*PROBLEM STATEMENT*: Go through the records and tally the lines that include the word "Parkway". The answer is that total alone.
SOURCE DATA: Begin
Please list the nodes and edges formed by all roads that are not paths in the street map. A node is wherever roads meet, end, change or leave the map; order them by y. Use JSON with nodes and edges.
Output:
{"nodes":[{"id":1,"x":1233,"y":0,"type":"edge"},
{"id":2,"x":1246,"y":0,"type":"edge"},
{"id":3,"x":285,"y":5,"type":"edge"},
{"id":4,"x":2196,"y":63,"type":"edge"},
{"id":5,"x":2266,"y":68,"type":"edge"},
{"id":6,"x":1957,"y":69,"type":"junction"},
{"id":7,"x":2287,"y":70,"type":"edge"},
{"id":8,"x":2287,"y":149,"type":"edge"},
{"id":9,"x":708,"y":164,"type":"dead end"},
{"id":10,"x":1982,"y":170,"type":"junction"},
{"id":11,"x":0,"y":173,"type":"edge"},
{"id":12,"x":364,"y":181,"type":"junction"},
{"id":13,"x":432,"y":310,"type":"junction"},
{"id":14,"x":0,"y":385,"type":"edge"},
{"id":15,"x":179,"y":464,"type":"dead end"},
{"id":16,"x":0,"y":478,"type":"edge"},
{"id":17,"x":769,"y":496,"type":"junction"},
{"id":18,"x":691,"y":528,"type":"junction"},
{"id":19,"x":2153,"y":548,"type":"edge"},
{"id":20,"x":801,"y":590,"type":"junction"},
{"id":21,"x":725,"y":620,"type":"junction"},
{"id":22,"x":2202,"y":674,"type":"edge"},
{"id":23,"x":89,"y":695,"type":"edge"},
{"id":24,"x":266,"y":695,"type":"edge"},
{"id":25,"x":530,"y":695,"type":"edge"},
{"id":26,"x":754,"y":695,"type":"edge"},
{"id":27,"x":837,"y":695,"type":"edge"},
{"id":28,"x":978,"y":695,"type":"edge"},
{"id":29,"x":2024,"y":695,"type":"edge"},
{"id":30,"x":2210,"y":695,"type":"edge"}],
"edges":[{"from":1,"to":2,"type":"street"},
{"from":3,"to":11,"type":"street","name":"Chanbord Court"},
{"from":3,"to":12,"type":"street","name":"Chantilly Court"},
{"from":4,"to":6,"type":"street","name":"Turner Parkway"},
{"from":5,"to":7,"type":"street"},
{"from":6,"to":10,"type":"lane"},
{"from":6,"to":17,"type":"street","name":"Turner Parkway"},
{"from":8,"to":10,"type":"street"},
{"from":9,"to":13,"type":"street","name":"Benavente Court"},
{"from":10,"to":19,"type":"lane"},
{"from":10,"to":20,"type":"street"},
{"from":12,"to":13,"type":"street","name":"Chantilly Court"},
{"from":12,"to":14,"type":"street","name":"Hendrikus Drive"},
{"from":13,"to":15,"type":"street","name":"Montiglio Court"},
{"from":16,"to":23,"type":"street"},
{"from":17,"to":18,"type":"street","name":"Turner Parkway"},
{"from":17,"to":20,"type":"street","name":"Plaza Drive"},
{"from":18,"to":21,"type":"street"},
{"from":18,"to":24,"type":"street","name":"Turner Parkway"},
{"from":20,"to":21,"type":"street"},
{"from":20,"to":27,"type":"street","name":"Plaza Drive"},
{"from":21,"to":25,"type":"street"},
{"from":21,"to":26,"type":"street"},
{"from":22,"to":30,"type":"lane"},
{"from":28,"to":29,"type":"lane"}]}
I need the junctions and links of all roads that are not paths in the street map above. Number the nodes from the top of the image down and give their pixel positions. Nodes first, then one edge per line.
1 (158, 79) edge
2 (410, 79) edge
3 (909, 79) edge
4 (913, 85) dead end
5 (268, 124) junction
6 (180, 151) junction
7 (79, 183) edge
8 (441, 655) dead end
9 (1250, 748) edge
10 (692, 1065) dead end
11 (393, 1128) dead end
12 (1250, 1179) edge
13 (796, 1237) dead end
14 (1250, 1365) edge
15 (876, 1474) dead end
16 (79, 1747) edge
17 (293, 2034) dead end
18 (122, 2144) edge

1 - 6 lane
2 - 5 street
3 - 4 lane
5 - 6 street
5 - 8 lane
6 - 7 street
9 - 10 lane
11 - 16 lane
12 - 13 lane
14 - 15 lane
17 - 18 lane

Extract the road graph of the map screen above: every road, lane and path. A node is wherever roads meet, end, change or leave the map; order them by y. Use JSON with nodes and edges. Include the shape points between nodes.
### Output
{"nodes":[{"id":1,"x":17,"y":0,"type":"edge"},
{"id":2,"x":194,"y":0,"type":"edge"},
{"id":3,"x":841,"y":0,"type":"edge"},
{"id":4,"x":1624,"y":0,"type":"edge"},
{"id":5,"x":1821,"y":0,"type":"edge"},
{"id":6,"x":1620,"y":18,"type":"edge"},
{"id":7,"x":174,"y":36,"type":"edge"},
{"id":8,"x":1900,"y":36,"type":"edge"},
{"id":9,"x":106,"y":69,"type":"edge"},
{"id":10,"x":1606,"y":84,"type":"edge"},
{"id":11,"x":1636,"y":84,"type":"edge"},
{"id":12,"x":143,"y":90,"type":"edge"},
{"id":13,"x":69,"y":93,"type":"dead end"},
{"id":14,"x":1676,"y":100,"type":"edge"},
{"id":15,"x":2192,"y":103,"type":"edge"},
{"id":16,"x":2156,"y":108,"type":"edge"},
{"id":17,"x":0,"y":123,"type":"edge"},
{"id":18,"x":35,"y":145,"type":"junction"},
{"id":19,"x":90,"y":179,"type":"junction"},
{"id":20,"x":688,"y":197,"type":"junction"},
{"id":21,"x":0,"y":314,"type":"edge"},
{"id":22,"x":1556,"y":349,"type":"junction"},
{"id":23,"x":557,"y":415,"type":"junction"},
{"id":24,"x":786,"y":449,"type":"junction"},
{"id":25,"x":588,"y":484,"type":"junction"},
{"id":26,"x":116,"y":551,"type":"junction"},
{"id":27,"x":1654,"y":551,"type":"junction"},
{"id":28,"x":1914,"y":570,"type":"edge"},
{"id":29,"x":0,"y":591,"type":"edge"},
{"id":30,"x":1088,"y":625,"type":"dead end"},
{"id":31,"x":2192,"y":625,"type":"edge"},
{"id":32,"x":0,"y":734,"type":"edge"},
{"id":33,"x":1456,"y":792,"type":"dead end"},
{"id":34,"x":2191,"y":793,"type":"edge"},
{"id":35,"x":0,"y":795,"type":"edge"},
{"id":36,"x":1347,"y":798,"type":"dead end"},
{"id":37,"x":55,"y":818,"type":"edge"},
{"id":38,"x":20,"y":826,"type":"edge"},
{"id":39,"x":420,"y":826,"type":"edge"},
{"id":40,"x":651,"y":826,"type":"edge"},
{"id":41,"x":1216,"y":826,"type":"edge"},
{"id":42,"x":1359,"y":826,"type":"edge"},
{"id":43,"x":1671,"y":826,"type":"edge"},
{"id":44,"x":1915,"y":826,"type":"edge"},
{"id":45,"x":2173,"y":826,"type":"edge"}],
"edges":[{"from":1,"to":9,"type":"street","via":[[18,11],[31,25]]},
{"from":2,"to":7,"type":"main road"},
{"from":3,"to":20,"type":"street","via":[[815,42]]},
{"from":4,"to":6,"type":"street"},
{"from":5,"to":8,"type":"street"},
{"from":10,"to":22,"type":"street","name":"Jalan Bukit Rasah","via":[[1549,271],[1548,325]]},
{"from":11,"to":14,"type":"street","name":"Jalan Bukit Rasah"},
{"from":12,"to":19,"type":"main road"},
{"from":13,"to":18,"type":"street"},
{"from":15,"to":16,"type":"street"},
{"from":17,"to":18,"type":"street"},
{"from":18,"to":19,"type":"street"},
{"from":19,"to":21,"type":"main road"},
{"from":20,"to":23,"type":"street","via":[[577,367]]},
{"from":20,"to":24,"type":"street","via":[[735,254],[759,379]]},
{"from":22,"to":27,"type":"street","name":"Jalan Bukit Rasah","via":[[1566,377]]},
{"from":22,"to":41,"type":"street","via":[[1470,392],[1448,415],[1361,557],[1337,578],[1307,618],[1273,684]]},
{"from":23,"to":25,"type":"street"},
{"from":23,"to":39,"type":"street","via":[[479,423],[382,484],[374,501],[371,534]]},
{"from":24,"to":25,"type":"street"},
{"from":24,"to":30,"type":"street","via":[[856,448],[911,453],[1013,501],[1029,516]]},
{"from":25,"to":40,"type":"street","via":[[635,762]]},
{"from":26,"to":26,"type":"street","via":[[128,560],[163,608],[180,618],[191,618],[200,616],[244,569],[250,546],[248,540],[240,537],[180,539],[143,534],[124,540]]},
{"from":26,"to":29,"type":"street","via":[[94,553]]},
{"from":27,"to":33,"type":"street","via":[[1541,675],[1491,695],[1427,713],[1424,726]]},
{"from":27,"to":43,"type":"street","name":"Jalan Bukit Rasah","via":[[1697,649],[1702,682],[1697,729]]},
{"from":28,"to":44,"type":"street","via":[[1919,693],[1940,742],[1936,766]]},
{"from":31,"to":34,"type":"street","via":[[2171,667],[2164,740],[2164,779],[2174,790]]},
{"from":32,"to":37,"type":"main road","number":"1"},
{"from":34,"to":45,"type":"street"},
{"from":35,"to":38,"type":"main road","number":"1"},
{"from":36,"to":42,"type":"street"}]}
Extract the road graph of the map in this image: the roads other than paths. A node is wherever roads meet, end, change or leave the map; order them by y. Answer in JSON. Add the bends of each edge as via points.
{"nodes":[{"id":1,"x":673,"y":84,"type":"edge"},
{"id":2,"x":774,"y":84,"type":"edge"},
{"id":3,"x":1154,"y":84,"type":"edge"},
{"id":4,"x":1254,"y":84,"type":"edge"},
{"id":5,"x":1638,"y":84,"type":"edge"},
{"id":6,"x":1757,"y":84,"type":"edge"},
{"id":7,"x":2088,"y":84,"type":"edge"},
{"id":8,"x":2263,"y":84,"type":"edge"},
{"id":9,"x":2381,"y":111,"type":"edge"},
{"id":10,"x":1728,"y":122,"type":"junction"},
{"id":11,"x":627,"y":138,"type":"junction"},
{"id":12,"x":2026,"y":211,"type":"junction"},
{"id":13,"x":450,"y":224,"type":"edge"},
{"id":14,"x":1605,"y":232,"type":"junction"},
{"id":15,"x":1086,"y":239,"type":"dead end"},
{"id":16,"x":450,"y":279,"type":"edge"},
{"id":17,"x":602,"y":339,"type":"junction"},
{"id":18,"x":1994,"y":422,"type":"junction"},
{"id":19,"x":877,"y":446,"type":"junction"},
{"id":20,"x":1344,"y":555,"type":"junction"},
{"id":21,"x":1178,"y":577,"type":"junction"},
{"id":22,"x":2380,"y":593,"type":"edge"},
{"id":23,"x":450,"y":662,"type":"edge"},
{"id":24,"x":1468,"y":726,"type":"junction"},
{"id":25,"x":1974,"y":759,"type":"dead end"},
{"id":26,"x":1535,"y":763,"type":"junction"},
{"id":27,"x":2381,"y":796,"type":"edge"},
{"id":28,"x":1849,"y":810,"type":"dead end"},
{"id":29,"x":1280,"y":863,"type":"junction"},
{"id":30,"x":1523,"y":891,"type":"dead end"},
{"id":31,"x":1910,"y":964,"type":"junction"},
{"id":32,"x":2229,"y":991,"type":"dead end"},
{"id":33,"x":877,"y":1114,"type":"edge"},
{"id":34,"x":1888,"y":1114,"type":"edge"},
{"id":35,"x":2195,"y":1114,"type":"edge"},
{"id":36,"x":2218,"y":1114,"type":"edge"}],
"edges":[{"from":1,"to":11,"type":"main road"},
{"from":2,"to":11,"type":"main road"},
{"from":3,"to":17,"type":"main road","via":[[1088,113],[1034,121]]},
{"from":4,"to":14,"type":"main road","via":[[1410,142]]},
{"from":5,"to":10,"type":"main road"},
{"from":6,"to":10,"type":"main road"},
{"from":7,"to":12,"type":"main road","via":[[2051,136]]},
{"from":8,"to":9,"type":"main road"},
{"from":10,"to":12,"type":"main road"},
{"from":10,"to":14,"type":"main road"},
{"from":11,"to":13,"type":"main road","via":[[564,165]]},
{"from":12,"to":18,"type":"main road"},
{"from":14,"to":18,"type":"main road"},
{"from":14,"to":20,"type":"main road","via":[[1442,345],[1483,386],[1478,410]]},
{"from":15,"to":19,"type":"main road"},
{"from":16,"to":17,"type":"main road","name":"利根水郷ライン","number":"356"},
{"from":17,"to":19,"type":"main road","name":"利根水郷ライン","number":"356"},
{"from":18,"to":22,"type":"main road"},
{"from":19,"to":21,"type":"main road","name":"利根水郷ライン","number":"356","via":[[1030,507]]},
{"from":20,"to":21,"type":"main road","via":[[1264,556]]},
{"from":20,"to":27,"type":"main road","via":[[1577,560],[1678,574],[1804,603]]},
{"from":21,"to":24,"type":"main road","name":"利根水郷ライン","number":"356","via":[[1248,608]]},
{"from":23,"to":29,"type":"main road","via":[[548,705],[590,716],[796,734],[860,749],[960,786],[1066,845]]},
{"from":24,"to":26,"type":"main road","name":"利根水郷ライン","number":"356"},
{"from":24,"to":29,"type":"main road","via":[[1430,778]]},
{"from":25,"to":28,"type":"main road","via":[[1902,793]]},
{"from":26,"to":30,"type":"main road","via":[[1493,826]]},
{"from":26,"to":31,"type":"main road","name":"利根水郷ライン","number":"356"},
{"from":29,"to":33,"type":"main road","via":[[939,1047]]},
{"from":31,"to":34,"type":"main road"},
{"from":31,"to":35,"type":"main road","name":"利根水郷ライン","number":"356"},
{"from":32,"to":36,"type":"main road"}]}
SOURCE DATA: End
*SOLUTION TO THIS PROBLEM*: 4